I don’t really understand the code (win32 dialogs and keyboard handling is such a mess) so I can’t tell if it is needed to correct some other problem with modal dialogs. Perhaps isCurrentlyBlockedByAnotherModalComponent() gets called on wrong assumptions?

[code] case WM_SYSCOMMAND:
switch (wParam & 0xfff0)
{
case SC_CLOSE:
if (sendInputAttemptWhenModalMessage())
return 0;

                        if (hasTitleBar())
                        {
                            PostMessage (h, WM_CLOSE, 0, 0);
                            return 0;
                        }
                        break;

                    case SC_KEYMENU:

//This causes the problem with ALT+letter menu selection:
// if (sendInputAttemptWhenModalMessage())
// return 0;

                        if (hasTitleBar() && h == GetCapture())
                            ReleaseCapture();

                        break;

                    case SC_MAXIMIZE:
                        if (sendInputAttemptWhenModalMessage())
                            return 0;

                        setFullScreen (true);
                        return 0;[/code]

You should be returning ‘true’ from your keyDown method, to indicate that the keypress was actually used. If you return false, the event will get passed back to windows, and used for something else - in this case, windows is presumably trying to re-use it as a menu key shortcut.

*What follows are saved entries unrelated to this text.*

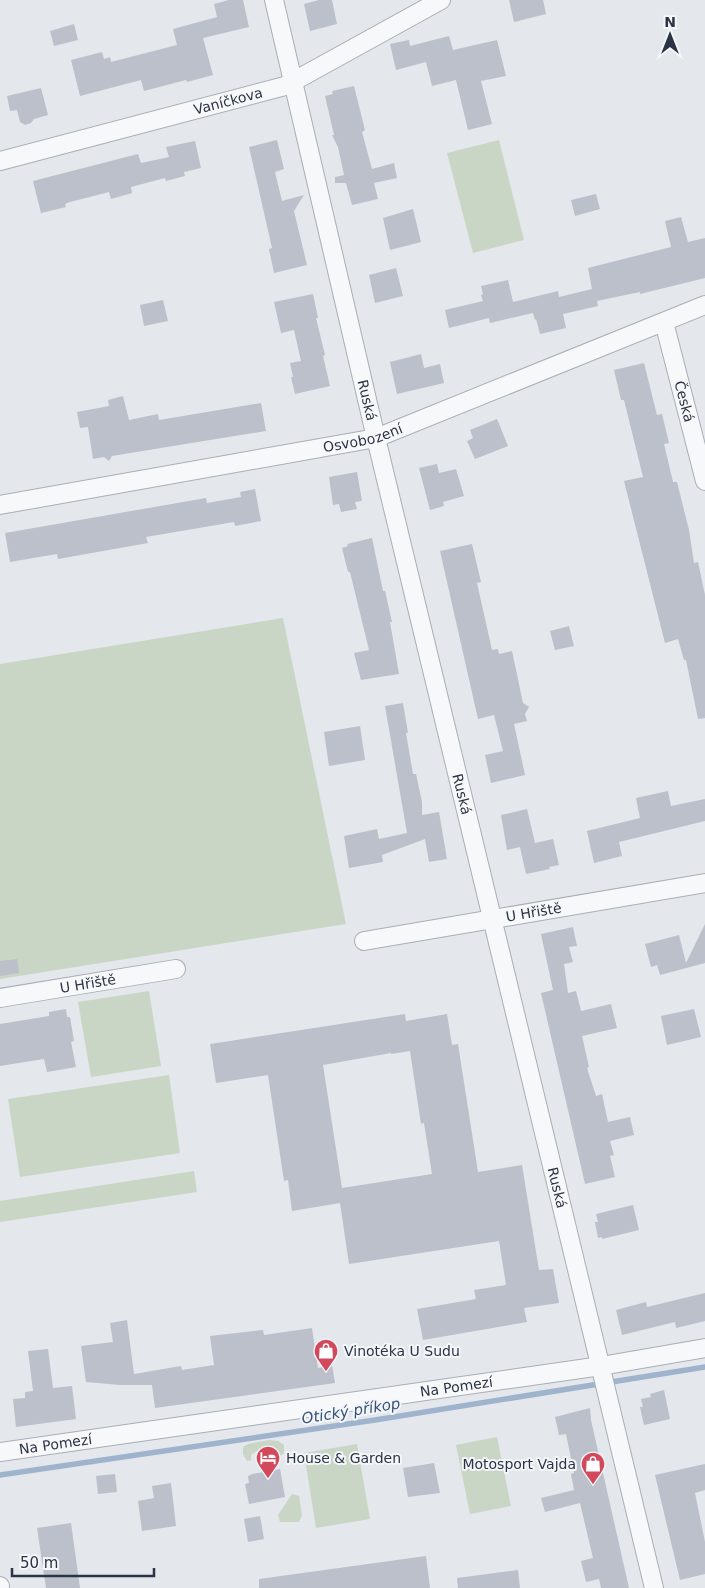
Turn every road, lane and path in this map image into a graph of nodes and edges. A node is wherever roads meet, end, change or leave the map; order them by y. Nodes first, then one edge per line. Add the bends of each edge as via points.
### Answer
1 (274, 0) edge
2 (441, 0) edge
3 (293, 82) junction
4 (0, 161) edge
5 (705, 305) edge
6 (664, 322) junction
7 (376, 438) junction
8 (705, 481) edge
9 (0, 505) edge
10 (705, 883) edge
11 (494, 919) junction
12 (364, 941) dead end
13 (176, 969) dead end
14 (0, 998) edge
15 (705, 1348) edge
16 (602, 1371) junction
17 (0, 1452) edge
18 (654, 1588) edge

1 - 3 street, Ruská
2 - 3 street, Vaníčkova
3 - 4 street, Vaníčkova
3 - 7 street, Ruská
5 - 6 street, Osvobození
6 - 7 street, Osvobození
6 - 8 street, Česká
7 - 9 street, Osvobození
7 - 11 street, Ruská
10 - 11 street, U Hřiště
11 - 12 street, U Hřiště
11 - 16 street, Ruská
13 - 14 street, U Hřiště
15 - 16 street, Na Pomezí
16 - 17 street, Na Pomezí
16 - 18 street, Ruská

I changed keyDown to return true but the problem persists. I changed it to return true ony in the case where the key is recognized and the menu activated - still the same.

This is what happens on execution when Alt+S is pressed:

The keyDown calls my MenuWindow::showPopupMenu() which passes the index 0 to MenuBarComponent::showMenu(), for showing the first menu.

MenuBarComponent::showMenu calls enterModalState(false), then creates the MenuComponent and calls its enterModalState(false) and then its runModalLoop() which calls MessageManger::runDispatchLoopUntil(20) which calls juce_dispatchNextMessageOnSystemQueue ()

This will eventually proces is the WM_SYSCOMMAND generated by Windows for the keypress - I’m not the guy who designed Windows, I would have left it to the default message processing to generate it only if the keypress wasn’t handled otherwise but I wasn’t asked. If the Alt key is down, we get the WM_SYSCOMMAND regardless of whether the keypress is handled or not, and in this case it is processed before the keyPress handler even returns, which is why returning true doesn’t help.

In Win32ComponentPeer::peerWindowProc, this triggers sendInputAttemptWhenModalMessage() (this is the code change that caused my problem).

Herein, Component::isCurrentlyBlockedByAnotherModalComponent() returns true because the menu is modal, and executes the menu’s inputAttemptWhenModal()

Here, timerCallback calls dismissMenu()

There aren’t too many comments in this code so it’s not quite clear to me what is supposed to happen. I don’t know what problem or feature led to inserting of the sendInputAttemptWhenModalMessage() so I can’t tell if it is really required for the WM_SYSCOMMAND/SC_KEYMENU case. If so, would it be possible to insert a test so that this particular case is ignored?

The win32 sdk docs on WM_SYSCOMMAND/SC_KEYMENU say it’s used for selecting the window system menu but they don’t tell the full story.

Ok, I see… Looking at it again, I think I only added the sendInputAttemptWhenModalMessage() call when I was adding it to the other WM_SYSCOMMAND events, and it’s probably not really necessary here. As I can’t think of any other fix for this solution, I guess I’ll remove it!